The Separation Capability of Cosets of Turbo-Like CodesDate: 2008-11-06
Time: 4:30-5:45 PM
Location: Holmes Hall 389
Speaker: Dr. Mao-Chao Lin
ABSTRACT : Turbo-like codes such as turbo codes, LDPC codes and RA codes are known to have powerful error-correcting capability. We can obtain cosets of the turbo-like codes by taking pseudo-random sequences as coset leaders. If the number of cosets is not great, these cosets are widely separately as compared to the vectors within each coset. This means that the probability of erroneously detecting a vector in one coset into a vector in another coset is very small. Hence, the union of these cosets actually forms an unequal-error protection (UEP) code. UEP codes of similar properties can also be obtained by applying various permutations to code bits or using various interleavers for the turbo-like codes. In this talk, we will show several applications employing these separation capabilities or UEP capabilities, where multiple candidates are used to represent one message. The first is the peak-to-average power ratio (PAPR) problem in the OFDM system. The selective mapping method is a technique of using multiple-candidate representation for alleviating the PAPR problem in the OFDM system. Based on the separation property, we can construct a turbo coded OFDM using the selective mapping operation without the need of transmitting side information.

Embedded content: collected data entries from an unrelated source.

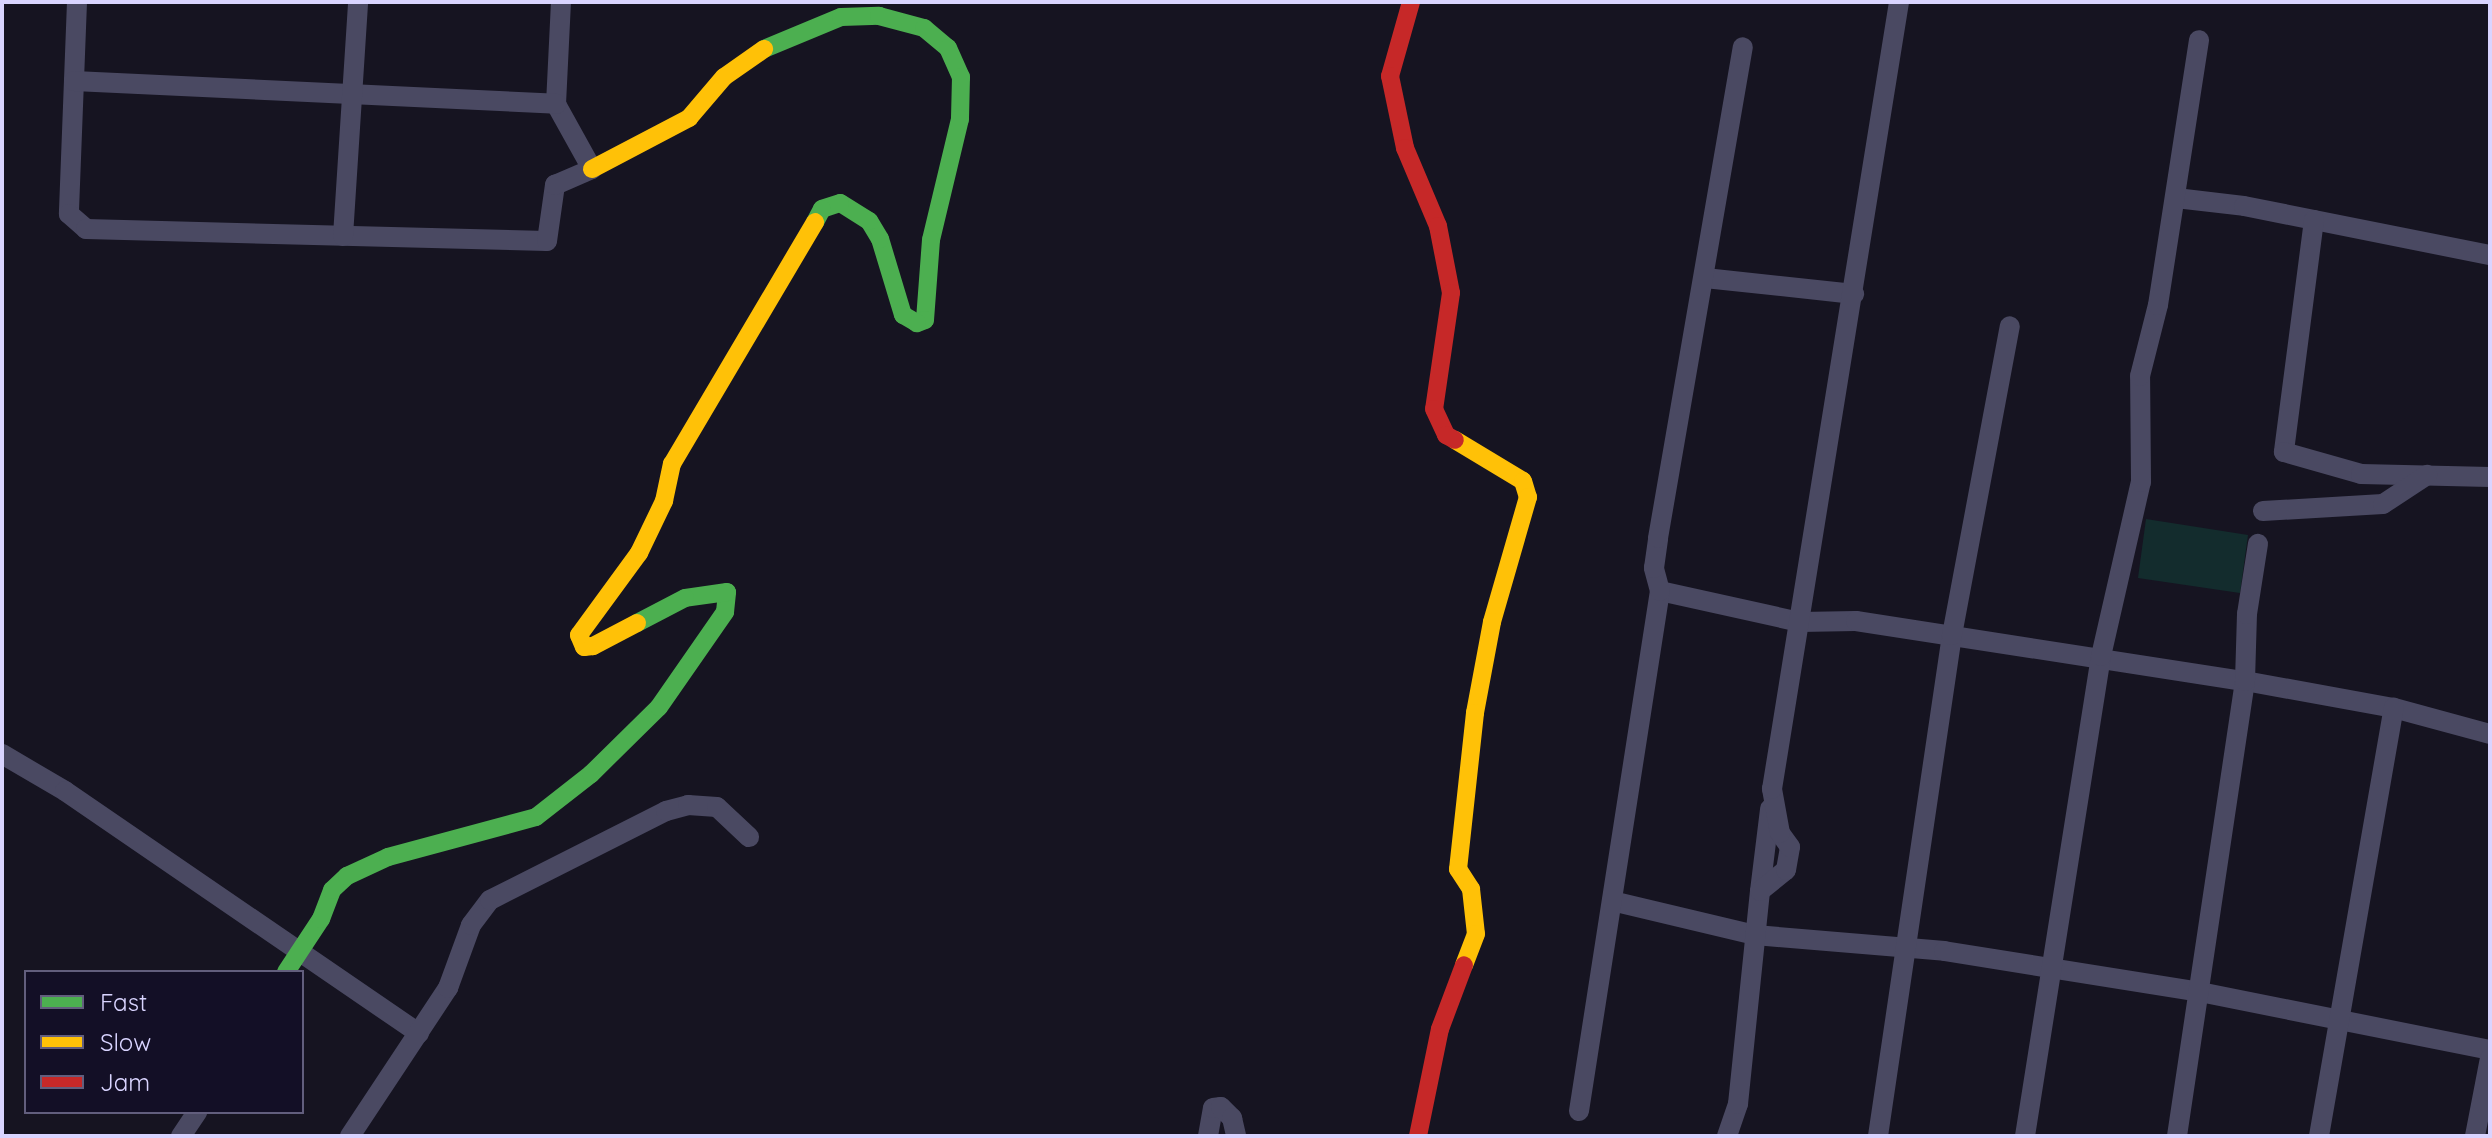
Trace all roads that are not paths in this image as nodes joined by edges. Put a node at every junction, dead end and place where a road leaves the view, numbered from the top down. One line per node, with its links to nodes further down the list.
1 (77, 2): 8 (street)
2 (358, 2): 9 (street)
3 (561, 2): 10 (street)
4 (1411, 2): 49 (street)
5 (1899, 2): 17 (street)
6 (2199, 40): 12 (street)
7 (1743, 47): 16 (street)
8 (74, 81): 9 (street); 14 (street)
9 (353, 94): 10 (street); 14 (street)
10 (556, 104): 11 (street)
11 (592, 169): 14 (street); 35 (street)
12 (2176, 198): 13 (street); 26 (street)
13 (2314, 220): 15 (street); 19 (street)
14 (343, 236)
15 (2490, 255)
16 (1705, 278): 17 (street); 23 (street)
17 (1854, 294): 24 (street)
18 (2010, 326): 25 (street)
19 (2427, 475): 20 (street); 21 (street)
20 (2490, 477)
21 (2263, 511)
22 (2258, 544): 27 (street)
23 (1660, 591): 24 (street); 32 (street)
24 (1800, 622): 25 (street); 33 (street)
25 (1952, 635): 26 (street); 34 (street)
26 (2101, 656): 27 (street); 37 (street)
27 (2245, 681): 28 (street); 38 (street)
28 (2394, 708): 29 (street); 39 (street)
29 (2490, 734)
30 (2, 754): 35 (street)
31 (749, 837): 40 (street)
32 (1612, 901): 33 (street); 43 (street)
33 (1755, 935): 34 (street); 50 (street)
34 (1906, 948): 37 (street); 51 (street)
35 (300, 950): 36 (street); 40 (street)
36 (287, 970)
37 (2049, 970): 38 (street); 52 (street)
38 (2200, 992): 39 (street); 53 (street)
39 (2338, 1021): 41 (street); 54 (street)
40 (419, 1033): 46 (street)
41 (2490, 1050)
42 (2490, 1058): 55 (street)
43 (1579, 1111)
44 (196, 1114): 45 (street)
45 (181, 1136)
46 (350, 1136)
47 (1208, 1136): 48 (street)
48 (1236, 1136)
49 (1418, 1136)
50 (1727, 1136)
51 (1878, 1136)
52 (2025, 1136)
53 (2177, 1136)
54 (2319, 1136)
55 (2475, 1136)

The second is the channel coding for channels with runlength-limited (RLL) constraints. To efficiently combine the runlength-limited (RLL) coding and the channel coding, it has been proposed to directly flip bits which violate the RLL constraint. Multiple-candidate representation can be used to reduce the number of flipped bits. We can use the cosets of an LDPC code to create the multiple-representation of each message. The third is the shaping of modulation points in the constellation. The shaping operation can help reduce the average power. Using the separation concept, we can obtain shaping gains for turbo coded modulation without sacrificing the overall transmission rate.
Speaker Biography : Mao-Chao Lin received the Bachelor degree and Master degree both in electrical engineering from National Taiwan University in 1977 and 1979 respectively. He received his Ph.D. degree in electrical engineering from University of Hawaii in 1986. From 1979 to 1982, he was an assistant scientist of Chung-Shan Institute of Science and Technology at Lung-Tan, Taiwan. From 2000 to 2003, he was the Chairman of Graduate Institute of Communication Engineering, National Taiwan University. He is currently a Professor at Department of Electrical Engineering, National Taiwan University. Since August 2008, he is a Visiting Professor at Department of Electrical Engineering, University of Hawaii, Manoa. His research interests are in the area of coding theory and its applications.